Is there an answer? What is the answer?

As a Catholic, all I can do in the face of this killing is proclaim the truth of another Tree of Life.

One person we call the “second Adam” came, and in another garden confronted the heart of darkness.

Jesus Christ  said to the human race, “You want to blame someone? Blame me. I’ll take it. I’ve got broad shoulders.”

You might say, “Isn’t the answer to simply stop blaming and take responsibility?”

Yes, but in my experience this only takes us so far. We are helpless to really carry through. We need power beyond ourselves to really change.

We tap into that power as soon as we turn and repent. In that action we take responsibility, but we also accept that shifting the blame is so wired into our humanity that we still demand that the price be paid and that someone else take the blame, and faith in Jesus Christ is just that.

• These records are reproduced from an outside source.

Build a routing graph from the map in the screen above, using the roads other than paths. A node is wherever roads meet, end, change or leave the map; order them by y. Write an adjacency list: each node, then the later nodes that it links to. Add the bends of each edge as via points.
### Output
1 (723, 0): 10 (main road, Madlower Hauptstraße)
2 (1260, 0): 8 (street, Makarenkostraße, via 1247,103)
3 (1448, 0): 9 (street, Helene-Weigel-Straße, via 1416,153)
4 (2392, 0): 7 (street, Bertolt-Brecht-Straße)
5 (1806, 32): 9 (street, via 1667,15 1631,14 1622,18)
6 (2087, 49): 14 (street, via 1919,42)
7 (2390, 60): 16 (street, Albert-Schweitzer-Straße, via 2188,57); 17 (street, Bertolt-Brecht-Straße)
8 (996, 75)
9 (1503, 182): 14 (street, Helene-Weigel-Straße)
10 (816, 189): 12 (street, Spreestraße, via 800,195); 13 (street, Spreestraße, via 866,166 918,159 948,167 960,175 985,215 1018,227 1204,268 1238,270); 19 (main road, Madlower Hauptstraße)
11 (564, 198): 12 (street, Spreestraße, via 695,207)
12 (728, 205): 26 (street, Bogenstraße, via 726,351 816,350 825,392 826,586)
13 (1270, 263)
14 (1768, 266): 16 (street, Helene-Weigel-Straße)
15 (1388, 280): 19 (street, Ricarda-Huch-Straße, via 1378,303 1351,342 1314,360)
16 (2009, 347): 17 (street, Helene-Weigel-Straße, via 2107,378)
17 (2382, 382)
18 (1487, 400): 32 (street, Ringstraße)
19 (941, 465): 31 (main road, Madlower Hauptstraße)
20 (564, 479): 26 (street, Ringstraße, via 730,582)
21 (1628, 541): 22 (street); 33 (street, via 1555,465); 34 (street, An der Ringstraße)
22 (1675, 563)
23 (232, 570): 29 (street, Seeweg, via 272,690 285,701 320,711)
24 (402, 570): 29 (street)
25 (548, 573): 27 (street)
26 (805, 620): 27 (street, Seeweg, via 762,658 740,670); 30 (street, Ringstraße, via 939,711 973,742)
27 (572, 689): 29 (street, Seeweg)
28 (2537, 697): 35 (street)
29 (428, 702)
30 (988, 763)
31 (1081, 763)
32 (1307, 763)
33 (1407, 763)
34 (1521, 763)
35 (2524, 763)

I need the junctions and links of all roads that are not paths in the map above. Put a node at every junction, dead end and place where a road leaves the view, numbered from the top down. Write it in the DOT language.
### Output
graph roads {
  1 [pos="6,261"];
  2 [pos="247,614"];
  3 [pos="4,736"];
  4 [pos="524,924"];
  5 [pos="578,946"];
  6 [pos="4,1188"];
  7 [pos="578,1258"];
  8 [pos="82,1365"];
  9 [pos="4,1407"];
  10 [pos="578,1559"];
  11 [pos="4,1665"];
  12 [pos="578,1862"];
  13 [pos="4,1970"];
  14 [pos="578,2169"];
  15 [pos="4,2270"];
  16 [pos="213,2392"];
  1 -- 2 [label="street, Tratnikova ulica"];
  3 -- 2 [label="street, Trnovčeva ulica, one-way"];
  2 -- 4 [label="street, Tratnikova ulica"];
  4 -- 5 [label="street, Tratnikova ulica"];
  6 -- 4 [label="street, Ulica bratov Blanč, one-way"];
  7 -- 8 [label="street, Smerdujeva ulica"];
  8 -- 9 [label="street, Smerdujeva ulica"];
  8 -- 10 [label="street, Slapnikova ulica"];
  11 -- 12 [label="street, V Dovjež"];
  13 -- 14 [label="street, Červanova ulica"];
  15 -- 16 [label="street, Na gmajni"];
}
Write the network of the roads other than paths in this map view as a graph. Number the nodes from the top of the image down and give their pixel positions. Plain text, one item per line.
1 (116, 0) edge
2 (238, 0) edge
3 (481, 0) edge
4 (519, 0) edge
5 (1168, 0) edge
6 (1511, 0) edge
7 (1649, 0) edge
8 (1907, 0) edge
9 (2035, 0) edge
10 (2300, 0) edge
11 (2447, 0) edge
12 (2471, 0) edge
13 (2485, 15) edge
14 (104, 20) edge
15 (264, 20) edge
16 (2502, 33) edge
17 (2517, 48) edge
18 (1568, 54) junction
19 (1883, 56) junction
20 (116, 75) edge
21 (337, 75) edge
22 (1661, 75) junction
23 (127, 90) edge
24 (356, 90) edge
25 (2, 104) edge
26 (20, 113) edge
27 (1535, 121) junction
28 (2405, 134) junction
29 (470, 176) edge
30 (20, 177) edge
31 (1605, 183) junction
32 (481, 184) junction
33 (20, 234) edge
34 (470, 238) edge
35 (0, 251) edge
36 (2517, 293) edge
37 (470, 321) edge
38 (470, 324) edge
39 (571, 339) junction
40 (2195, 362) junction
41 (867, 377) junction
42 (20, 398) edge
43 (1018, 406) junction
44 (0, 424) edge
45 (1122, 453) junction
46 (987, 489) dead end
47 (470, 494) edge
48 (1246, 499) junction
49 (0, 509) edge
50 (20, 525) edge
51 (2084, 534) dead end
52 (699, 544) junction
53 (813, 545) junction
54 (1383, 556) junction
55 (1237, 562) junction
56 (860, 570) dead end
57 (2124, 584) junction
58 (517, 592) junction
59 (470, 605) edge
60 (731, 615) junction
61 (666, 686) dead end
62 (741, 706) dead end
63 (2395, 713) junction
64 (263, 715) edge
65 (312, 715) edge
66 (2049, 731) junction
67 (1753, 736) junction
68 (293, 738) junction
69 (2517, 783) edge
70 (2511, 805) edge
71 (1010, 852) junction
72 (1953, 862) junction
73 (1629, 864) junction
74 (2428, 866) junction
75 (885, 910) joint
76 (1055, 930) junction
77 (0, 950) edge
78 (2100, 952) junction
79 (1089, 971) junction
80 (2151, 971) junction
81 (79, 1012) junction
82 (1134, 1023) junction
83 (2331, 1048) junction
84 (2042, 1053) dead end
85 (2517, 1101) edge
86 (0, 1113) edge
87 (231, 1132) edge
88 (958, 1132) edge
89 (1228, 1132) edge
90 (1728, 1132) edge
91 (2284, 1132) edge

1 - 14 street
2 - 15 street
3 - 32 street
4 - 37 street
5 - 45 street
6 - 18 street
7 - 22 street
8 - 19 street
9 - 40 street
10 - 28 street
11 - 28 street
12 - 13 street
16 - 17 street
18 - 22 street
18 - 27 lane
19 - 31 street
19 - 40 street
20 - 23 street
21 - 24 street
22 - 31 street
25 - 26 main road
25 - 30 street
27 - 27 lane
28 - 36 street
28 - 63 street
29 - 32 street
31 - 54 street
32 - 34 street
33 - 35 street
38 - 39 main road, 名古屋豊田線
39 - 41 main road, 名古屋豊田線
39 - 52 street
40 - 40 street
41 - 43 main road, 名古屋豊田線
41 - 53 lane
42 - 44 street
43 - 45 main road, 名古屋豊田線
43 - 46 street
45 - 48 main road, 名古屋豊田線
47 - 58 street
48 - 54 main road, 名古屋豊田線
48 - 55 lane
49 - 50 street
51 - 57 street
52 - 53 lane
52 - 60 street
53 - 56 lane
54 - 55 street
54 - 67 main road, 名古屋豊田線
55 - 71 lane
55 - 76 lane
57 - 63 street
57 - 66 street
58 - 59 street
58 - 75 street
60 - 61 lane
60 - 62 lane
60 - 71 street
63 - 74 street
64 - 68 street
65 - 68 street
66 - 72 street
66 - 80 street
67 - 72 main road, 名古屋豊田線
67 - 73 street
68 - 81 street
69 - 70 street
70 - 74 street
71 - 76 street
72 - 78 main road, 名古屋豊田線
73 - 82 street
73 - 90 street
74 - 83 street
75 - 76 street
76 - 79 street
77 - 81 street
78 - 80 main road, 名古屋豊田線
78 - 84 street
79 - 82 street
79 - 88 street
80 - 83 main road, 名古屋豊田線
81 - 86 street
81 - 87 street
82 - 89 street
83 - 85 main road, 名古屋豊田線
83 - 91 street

This is a transaction so difficult to describe that shelves of books on the atonement have been written. This is the transaction by which the blame is taken, but the person blaming is set free. In this transaction we call faith the person blaming takes responsibility at the same time that he accepts the gift of someone else taking responsibility.

Within this transcendental transaction a miracle of transference takes place. Access to the Tree of Life is restored through the Tree of Life on that hillside outside Jerusalem two thousand years ago. In that transaction the heart of darkness is illuminated by the light of life.

The beauty of the transaction is that it is summed up in the simplest and humblest of prayers…

…Lord Jesus Christ, Son of the Living God, Have Mercy on Me a Sinner.